What you are asked to do: Only a number is wanted here. Tally the lines of the data that contain "Mina".

= Beginning of Section =

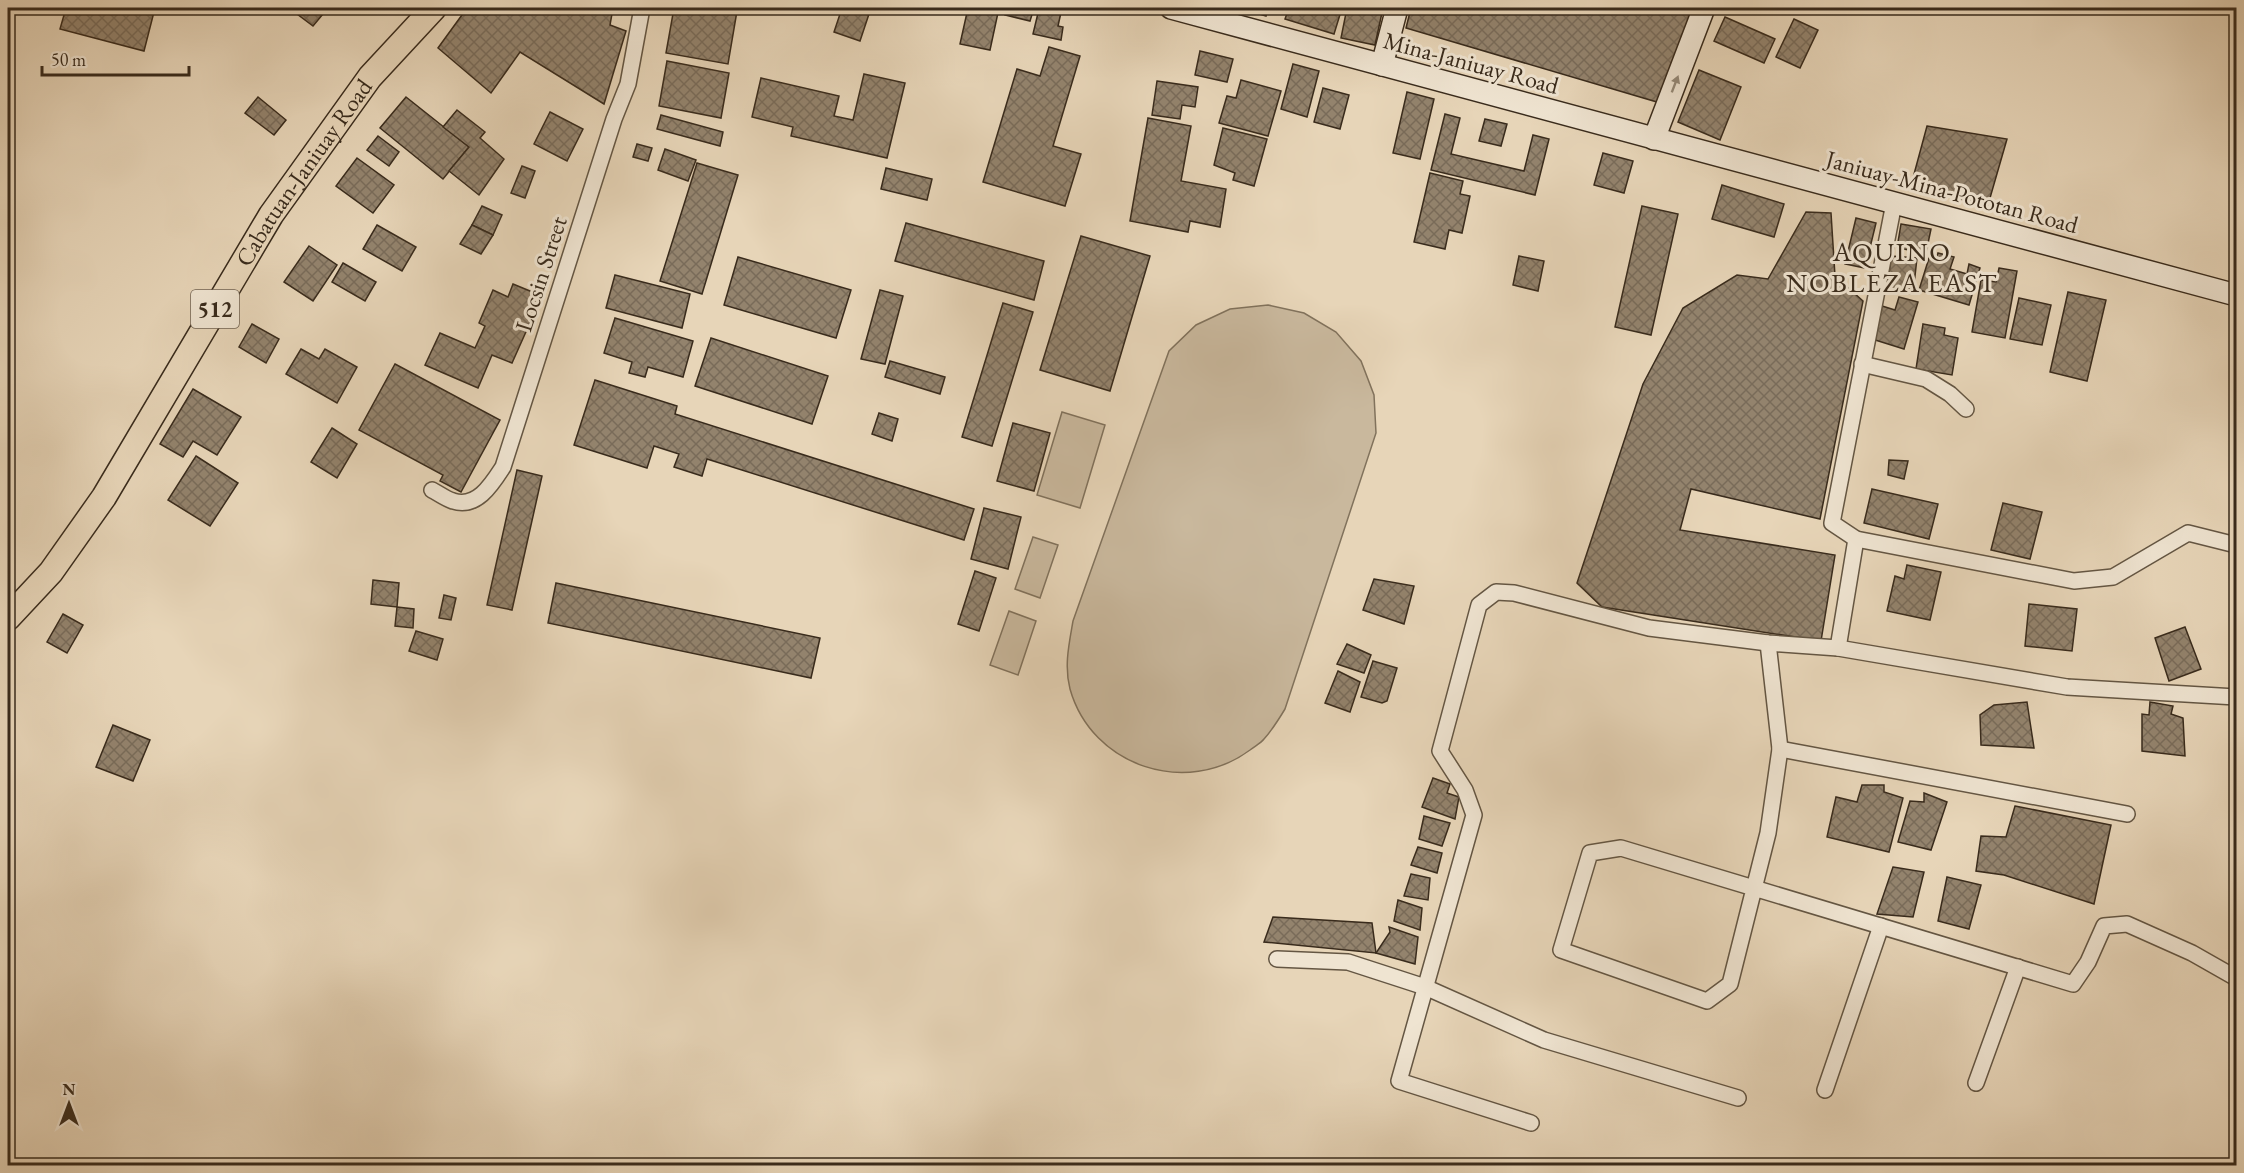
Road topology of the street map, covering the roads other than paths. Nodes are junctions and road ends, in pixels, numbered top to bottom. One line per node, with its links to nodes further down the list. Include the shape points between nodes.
1 (434, 8): 15 (main road, Cabatuan-Janiuay Road / 512, via 370,77 271,215 104,497 51,573)
2 (642, 8): 12 (street, Locsin Street, via 628,84 503,467 489,489 471,502 454,502)
3 (1171, 8): 6 (main road, Mina-Janiuay Road)
4 (1397, 8): 6 (main road)
5 (1704, 8): 7 (main road, one-way to 5)
6 (1382, 65): 7 (main road, Mina-Janiuay Road)
7 (1654, 139): 8 (main road, Janiuay-Mina-Pototan Road)
8 (1894, 203): 9 (main road, Janiuay-Mina-Pototan Road); 10 (street)
9 (2236, 295)
10 (1862, 364): 11 (street, via 1926,379); 13 (street, via 1832,524)
11 (1966, 409)
12 (432, 490)
13 (1856, 539): 14 (street, via 2074,581 2113,577 2188,533); 17 (street)
14 (2236, 545)
15 (8, 618)
16 (1768, 643): 17 (street); 19 (street); 26 (street, via 1649,628 1514,593 1496,592 1479,605 1440,752 1465,790 1474,815)
17 (1838, 648): 18 (street, via 2067,687)
18 (2236, 697)
19 (1780, 748): 20 (street); 21 (street, via 1768,833)
20 (2127, 814)
21 (1754, 887): 21 (street, via 1621,848 1590,853 1561,950 1707,1001 1730,984); 22 (street)
22 (1881, 926): 24 (street); 28 (street)
23 (1277, 959): 26 (street, via 1348,962)
24 (2018, 967): 25 (street, via 2073,984 2104,926 2127,924); 27 (street)
25 (2236, 978)
26 (1425, 987): 29 (street, via 1544,1040); 30 (street, via 1399,1081)
27 (1976, 1083)
28 (1825, 1090)
29 (1738, 1098)
30 (1531, 1123)

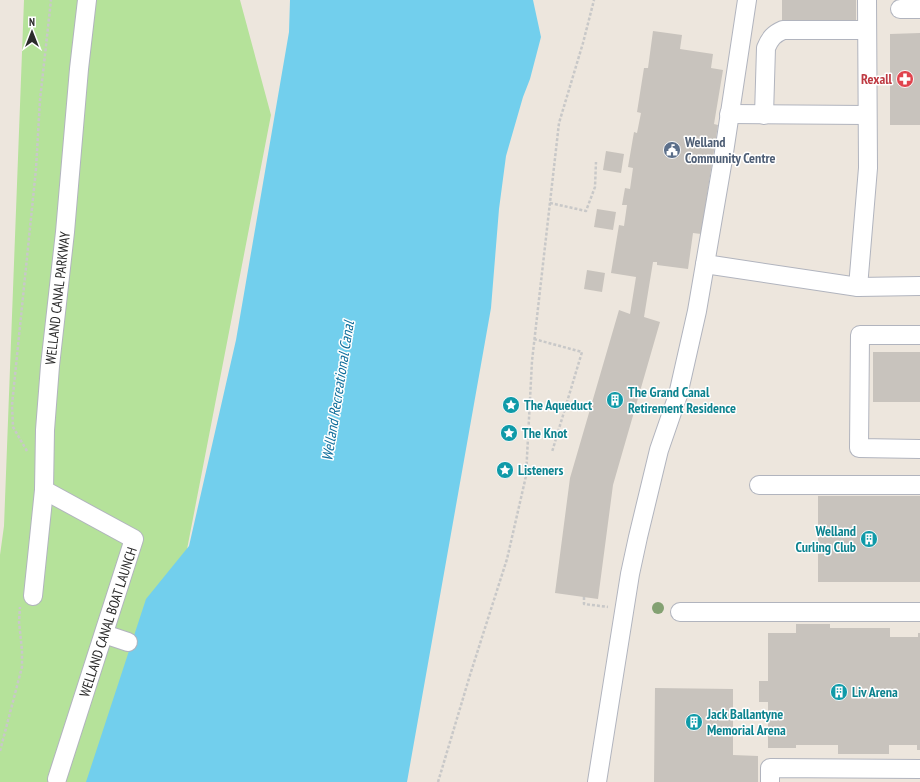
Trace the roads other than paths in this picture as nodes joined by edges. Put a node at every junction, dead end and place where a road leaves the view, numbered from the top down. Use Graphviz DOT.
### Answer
graph roads {
  1 [pos="88,0"];
  2 [pos="747,0"];
  3 [pos="867,0"];
  4 [pos="900,9"];
  5 [pos="920,9"];
  6 [pos="867,30"];
  7 [pos="729,114"];
  8 [pos="770,115"];
  9 [pos="867,115"];
  10 [pos="705,264"];
  11 [pos="920,286"];
  12 [pos="858,287"];
  13 [pos="920,335"];
  14 [pos="920,449"];
  15 [pos="759,485"];
  16 [pos="920,485"];
  17 [pos="44,490"];
  18 [pos="26,599"];
  19 [pos="680,612"];
  20 [pos="920,612"];
  21 [pos="104,634"];
  22 [pos="128,642"];
  23 [pos="920,769"];
  24 [pos="57,779"];
  25 [pos="597,782"];
  26 [pos="770,782"];
  1 -- 17 [label="lane, WELLAND CANAL PARKWAY"];
  2 -- 7 [label="lane"];
  3 -- 6 [label="lane"];
  4 -- 5 [label="lane"];
  6 -- 8 [label="lane"];
  6 -- 9 [label="lane"];
  7 -- 8 [label="lane"];
  7 -- 10 [label="lane"];
  8 -- 9 [label="lane"];
  9 -- 12 [label="lane"];
  10 -- 12 [label="lane"];
  10 -- 25 [label="lane"];
  11 -- 12 [label="lane"];
  13 -- 14 [label="lane"];
  15 -- 16 [label="lane"];
  17 -- 18 [label="lane, WELLAND CANAL PARKWAY"];
  17 -- 21 [label="lane, WELLAND CANAL BOAT LAUNCH"];
  19 -- 20 [label="lane"];
  21 -- 22 [label="lane"];
  21 -- 24 [label="lane, WELLAND CANAL BOAT LAUNCH"];
  23 -- 26 [label="lane"];
}
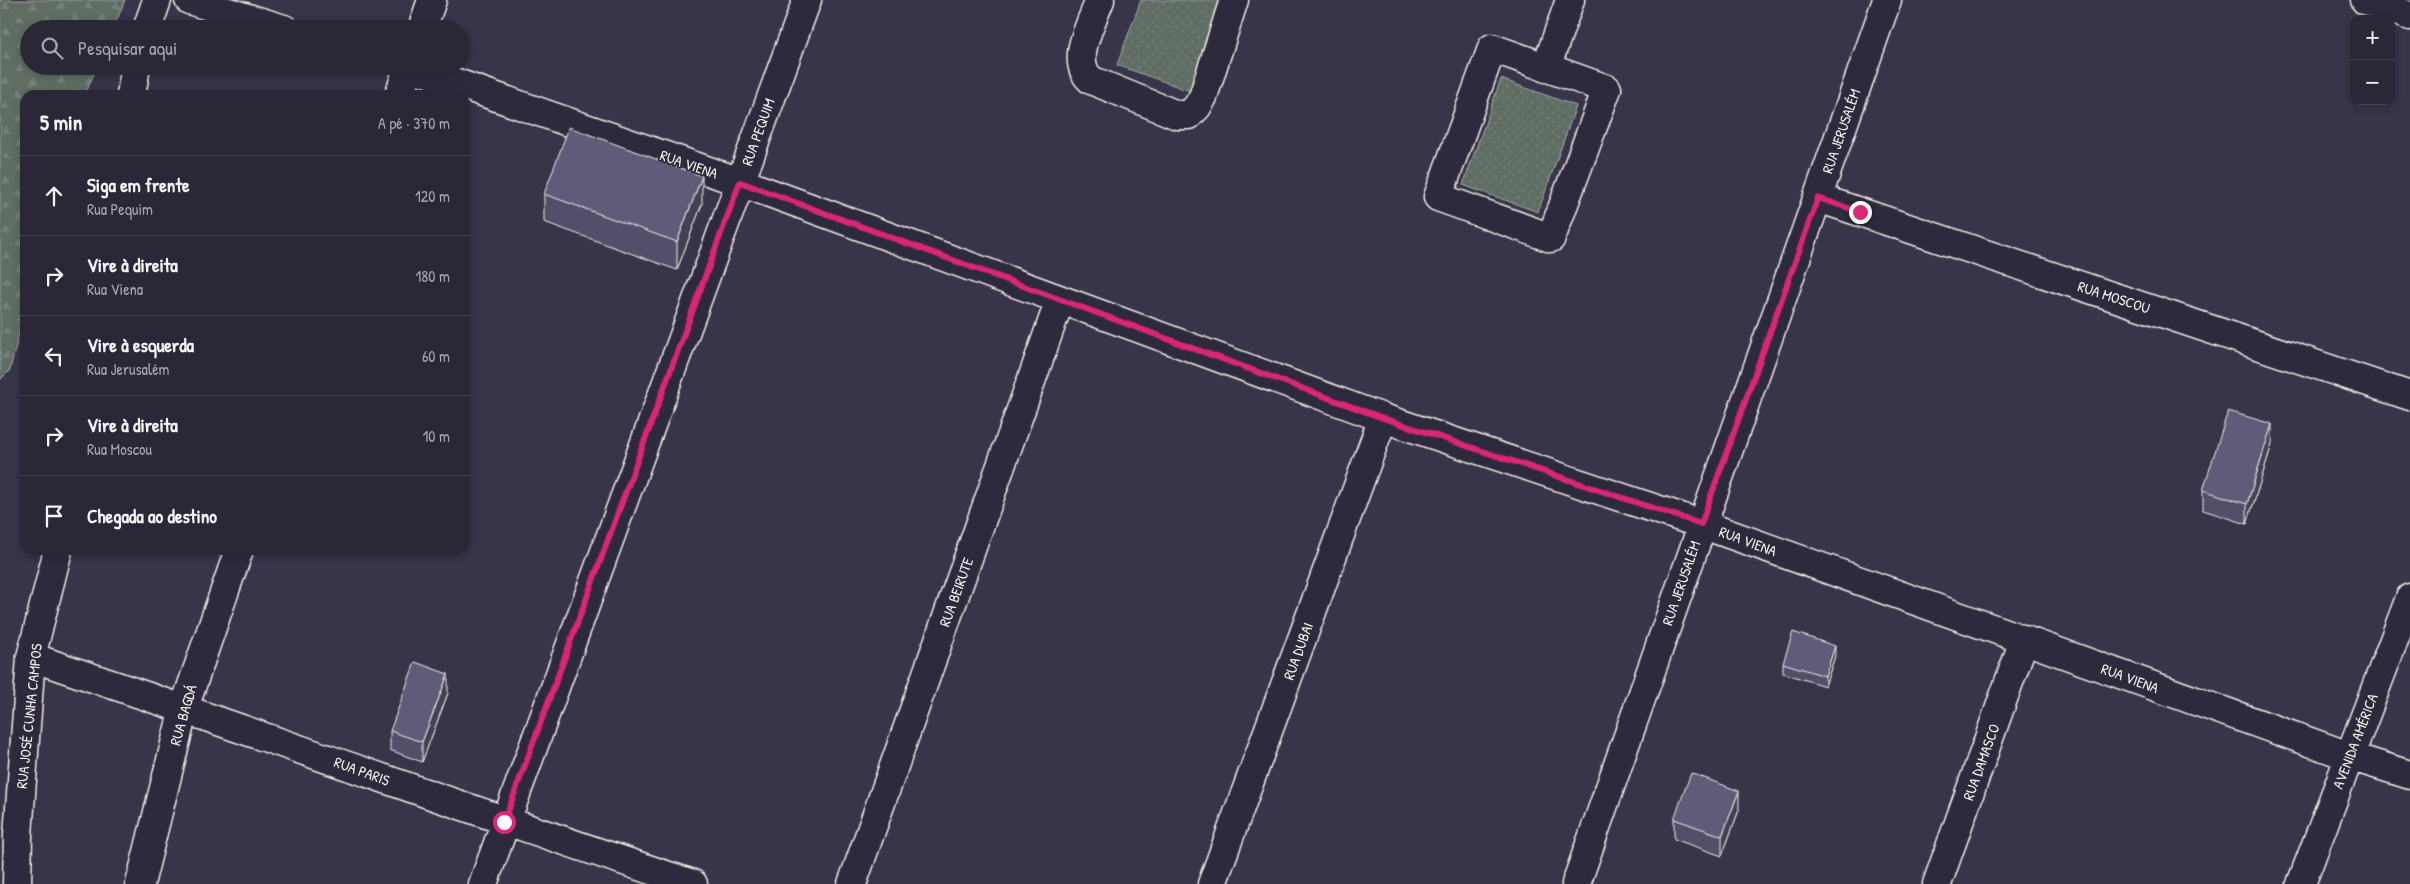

= End of Section =

Result for this exercise: 4